- _EXERCISE PROMPT_
Go through the records below and count every line containing "item". Reply with the count alone.

- _EXCERPTED RECORDS_
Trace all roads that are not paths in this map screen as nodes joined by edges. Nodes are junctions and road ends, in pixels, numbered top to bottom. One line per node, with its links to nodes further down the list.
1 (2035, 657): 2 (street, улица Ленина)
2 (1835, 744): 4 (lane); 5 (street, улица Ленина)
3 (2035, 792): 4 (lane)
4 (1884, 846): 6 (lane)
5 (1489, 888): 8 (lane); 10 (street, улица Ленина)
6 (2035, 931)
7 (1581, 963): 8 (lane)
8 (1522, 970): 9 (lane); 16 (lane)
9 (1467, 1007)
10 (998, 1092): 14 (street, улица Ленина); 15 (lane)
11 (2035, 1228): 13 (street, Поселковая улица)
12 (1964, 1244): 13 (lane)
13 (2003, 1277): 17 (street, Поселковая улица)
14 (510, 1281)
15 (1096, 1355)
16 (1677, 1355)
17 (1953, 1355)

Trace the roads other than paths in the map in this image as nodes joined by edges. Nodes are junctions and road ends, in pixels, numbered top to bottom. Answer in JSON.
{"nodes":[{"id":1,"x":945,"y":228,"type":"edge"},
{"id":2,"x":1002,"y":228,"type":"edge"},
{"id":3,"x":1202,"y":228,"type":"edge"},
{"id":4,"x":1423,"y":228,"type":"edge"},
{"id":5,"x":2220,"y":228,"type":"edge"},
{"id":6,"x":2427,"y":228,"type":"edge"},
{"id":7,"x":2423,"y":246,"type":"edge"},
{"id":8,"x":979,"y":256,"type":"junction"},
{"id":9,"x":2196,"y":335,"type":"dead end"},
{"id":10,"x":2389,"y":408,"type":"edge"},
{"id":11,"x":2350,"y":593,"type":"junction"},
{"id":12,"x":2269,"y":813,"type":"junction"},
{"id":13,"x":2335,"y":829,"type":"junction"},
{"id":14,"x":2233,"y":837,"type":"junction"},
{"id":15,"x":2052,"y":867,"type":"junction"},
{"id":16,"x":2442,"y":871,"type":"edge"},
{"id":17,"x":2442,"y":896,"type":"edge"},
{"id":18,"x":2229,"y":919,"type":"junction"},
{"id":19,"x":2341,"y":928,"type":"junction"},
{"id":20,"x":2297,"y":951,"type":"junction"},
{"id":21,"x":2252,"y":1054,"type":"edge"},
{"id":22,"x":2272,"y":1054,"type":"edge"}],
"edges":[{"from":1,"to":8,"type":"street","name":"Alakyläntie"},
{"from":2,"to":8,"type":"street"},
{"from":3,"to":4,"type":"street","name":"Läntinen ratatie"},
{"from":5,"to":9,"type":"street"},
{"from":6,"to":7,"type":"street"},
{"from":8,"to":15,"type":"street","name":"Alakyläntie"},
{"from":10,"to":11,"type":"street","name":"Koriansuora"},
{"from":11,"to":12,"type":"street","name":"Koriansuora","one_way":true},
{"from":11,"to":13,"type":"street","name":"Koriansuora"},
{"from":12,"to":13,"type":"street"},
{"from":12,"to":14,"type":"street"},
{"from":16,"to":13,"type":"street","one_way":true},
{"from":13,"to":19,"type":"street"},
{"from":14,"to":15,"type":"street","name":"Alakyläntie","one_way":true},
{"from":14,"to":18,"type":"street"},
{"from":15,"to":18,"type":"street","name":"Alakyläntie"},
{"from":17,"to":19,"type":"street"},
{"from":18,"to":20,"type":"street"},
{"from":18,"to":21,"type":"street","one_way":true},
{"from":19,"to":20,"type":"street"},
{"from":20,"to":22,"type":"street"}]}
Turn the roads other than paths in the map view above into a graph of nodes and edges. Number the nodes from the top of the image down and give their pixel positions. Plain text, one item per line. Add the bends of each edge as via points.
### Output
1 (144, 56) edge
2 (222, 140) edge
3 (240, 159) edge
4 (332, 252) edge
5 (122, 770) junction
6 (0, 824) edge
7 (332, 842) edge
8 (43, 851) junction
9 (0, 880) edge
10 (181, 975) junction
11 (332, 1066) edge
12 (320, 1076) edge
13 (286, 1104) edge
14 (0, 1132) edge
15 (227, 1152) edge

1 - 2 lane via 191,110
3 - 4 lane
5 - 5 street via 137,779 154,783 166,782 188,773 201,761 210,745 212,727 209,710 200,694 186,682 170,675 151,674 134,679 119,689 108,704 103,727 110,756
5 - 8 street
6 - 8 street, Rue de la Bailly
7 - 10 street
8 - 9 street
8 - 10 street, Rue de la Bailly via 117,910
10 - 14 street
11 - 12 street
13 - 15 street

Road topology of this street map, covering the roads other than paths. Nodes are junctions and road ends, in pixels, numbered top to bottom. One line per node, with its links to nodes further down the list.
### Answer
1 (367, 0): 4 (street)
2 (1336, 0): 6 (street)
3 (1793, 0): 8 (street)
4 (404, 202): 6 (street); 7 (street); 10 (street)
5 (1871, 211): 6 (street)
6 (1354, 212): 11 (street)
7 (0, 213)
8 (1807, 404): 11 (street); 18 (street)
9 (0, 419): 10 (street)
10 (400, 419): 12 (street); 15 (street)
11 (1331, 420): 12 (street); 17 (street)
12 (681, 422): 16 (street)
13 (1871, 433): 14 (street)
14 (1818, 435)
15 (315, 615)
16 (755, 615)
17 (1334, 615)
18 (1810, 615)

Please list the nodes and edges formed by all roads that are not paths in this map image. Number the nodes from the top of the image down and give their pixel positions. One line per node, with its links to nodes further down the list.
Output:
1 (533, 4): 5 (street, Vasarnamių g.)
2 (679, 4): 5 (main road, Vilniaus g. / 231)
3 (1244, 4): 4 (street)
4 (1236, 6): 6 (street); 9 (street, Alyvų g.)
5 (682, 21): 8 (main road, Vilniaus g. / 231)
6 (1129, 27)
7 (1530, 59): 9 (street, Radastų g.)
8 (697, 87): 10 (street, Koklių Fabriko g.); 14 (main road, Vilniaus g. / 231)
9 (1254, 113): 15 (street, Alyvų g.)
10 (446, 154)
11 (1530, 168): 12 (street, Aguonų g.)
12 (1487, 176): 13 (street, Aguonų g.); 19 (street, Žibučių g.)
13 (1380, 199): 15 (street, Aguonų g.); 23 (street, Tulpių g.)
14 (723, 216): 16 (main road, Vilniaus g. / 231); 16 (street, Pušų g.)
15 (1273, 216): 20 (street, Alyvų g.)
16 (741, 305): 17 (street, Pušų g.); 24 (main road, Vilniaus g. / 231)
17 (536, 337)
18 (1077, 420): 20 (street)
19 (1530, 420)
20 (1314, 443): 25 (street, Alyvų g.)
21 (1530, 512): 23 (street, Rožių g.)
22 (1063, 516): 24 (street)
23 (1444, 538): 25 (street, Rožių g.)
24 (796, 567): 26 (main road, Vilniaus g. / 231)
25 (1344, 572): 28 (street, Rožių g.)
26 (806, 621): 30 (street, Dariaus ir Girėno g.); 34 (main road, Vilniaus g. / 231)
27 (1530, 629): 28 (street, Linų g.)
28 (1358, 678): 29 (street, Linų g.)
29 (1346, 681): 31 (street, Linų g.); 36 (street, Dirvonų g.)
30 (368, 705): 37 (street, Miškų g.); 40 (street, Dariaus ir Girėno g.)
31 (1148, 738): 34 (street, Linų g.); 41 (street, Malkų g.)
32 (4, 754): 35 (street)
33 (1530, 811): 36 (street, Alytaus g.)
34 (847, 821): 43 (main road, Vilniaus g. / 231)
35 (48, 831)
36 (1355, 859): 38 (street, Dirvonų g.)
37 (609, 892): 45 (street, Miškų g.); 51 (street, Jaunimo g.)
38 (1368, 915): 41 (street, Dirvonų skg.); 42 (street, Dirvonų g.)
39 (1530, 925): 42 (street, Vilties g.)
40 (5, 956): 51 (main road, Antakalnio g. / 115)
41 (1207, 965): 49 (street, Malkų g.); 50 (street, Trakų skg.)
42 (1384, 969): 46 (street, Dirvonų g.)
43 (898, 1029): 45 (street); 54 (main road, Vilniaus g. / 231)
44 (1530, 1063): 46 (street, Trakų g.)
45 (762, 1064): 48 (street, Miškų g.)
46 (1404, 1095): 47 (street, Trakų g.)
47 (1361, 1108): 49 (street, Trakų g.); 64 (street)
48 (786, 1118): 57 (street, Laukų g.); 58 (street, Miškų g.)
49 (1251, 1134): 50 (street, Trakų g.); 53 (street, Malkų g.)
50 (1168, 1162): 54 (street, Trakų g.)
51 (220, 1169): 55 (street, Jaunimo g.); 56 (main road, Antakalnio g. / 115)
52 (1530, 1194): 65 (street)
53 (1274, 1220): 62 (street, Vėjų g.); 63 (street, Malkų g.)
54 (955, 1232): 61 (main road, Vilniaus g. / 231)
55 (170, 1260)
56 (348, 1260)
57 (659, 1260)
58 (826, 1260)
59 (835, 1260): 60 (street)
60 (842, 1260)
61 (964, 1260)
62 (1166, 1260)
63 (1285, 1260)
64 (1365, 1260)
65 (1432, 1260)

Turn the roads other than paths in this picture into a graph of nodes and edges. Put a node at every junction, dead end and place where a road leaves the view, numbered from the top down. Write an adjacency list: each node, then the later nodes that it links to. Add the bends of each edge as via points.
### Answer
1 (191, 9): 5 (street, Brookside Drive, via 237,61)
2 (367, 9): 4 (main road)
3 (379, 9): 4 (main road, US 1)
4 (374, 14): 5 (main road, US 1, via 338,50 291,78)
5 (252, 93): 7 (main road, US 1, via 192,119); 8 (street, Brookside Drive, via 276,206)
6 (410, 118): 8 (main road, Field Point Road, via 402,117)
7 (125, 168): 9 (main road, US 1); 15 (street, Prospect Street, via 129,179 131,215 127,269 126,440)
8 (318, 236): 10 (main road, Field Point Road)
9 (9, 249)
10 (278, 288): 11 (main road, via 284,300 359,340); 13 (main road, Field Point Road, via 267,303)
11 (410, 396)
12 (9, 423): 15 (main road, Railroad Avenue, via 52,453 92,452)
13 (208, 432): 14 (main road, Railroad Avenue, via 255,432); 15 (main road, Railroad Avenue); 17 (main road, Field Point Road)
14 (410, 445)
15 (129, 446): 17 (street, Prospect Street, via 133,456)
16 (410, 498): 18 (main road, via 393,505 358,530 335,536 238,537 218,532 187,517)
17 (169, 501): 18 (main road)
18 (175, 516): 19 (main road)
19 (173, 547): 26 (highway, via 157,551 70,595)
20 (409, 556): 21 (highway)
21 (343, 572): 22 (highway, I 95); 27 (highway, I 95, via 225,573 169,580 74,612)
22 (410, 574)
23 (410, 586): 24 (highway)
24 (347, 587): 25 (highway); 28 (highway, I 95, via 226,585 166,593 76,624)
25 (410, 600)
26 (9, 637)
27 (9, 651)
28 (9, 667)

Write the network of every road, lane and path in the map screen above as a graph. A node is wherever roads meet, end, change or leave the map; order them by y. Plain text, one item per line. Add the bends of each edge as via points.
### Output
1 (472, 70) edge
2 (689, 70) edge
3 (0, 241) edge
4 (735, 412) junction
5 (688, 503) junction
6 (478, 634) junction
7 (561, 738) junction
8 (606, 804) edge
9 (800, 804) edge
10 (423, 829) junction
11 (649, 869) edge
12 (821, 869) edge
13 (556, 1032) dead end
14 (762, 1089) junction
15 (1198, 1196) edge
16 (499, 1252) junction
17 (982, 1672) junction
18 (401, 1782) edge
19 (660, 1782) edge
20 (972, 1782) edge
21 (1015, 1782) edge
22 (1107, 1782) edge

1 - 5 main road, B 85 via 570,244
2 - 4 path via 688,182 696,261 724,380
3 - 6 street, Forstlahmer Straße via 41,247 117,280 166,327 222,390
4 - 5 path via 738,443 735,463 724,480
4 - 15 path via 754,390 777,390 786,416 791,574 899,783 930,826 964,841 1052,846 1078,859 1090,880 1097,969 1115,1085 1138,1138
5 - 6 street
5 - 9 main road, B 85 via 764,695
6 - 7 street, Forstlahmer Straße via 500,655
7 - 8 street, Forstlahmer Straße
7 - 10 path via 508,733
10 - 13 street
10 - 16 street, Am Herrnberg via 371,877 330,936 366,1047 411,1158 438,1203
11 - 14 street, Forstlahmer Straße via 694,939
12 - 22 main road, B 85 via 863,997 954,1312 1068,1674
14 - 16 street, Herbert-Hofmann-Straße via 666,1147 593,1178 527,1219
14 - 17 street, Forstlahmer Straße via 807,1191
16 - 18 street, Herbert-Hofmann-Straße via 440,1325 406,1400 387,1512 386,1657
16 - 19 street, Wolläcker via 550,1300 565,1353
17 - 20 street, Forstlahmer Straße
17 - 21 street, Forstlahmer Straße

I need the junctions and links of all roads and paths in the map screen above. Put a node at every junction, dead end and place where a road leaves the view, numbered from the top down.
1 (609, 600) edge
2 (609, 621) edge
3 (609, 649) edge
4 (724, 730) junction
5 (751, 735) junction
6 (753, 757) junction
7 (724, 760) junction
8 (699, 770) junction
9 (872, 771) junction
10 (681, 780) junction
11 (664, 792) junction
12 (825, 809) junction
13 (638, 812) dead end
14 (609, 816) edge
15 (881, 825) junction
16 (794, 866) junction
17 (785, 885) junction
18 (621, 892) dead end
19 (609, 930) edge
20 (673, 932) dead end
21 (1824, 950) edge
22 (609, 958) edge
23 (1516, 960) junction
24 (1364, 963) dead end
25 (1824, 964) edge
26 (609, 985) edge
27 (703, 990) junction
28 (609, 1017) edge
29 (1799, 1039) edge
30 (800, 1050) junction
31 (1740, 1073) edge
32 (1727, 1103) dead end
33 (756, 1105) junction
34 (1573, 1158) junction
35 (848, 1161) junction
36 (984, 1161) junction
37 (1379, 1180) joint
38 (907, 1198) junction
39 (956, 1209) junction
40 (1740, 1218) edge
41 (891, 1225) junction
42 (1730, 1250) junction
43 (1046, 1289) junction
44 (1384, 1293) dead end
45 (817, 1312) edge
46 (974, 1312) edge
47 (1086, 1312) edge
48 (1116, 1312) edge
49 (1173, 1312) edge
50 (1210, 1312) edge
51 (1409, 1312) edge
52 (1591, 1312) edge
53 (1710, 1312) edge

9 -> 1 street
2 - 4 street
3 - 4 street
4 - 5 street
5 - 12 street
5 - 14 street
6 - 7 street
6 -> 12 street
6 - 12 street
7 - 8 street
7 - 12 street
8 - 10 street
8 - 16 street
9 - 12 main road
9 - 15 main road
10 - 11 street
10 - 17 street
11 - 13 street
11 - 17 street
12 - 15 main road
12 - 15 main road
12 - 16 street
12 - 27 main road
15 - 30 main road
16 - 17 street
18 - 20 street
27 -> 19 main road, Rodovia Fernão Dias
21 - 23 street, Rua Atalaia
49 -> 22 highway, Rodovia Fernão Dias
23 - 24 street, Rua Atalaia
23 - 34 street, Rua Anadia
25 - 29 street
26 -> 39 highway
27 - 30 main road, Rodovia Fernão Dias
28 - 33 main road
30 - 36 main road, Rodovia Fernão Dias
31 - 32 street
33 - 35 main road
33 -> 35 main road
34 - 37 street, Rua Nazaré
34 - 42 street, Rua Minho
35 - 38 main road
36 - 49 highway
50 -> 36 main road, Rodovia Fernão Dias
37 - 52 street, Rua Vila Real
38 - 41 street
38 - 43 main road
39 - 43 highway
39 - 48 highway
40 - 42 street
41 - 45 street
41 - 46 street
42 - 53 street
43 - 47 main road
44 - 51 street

- _TASK SOLUTION_
2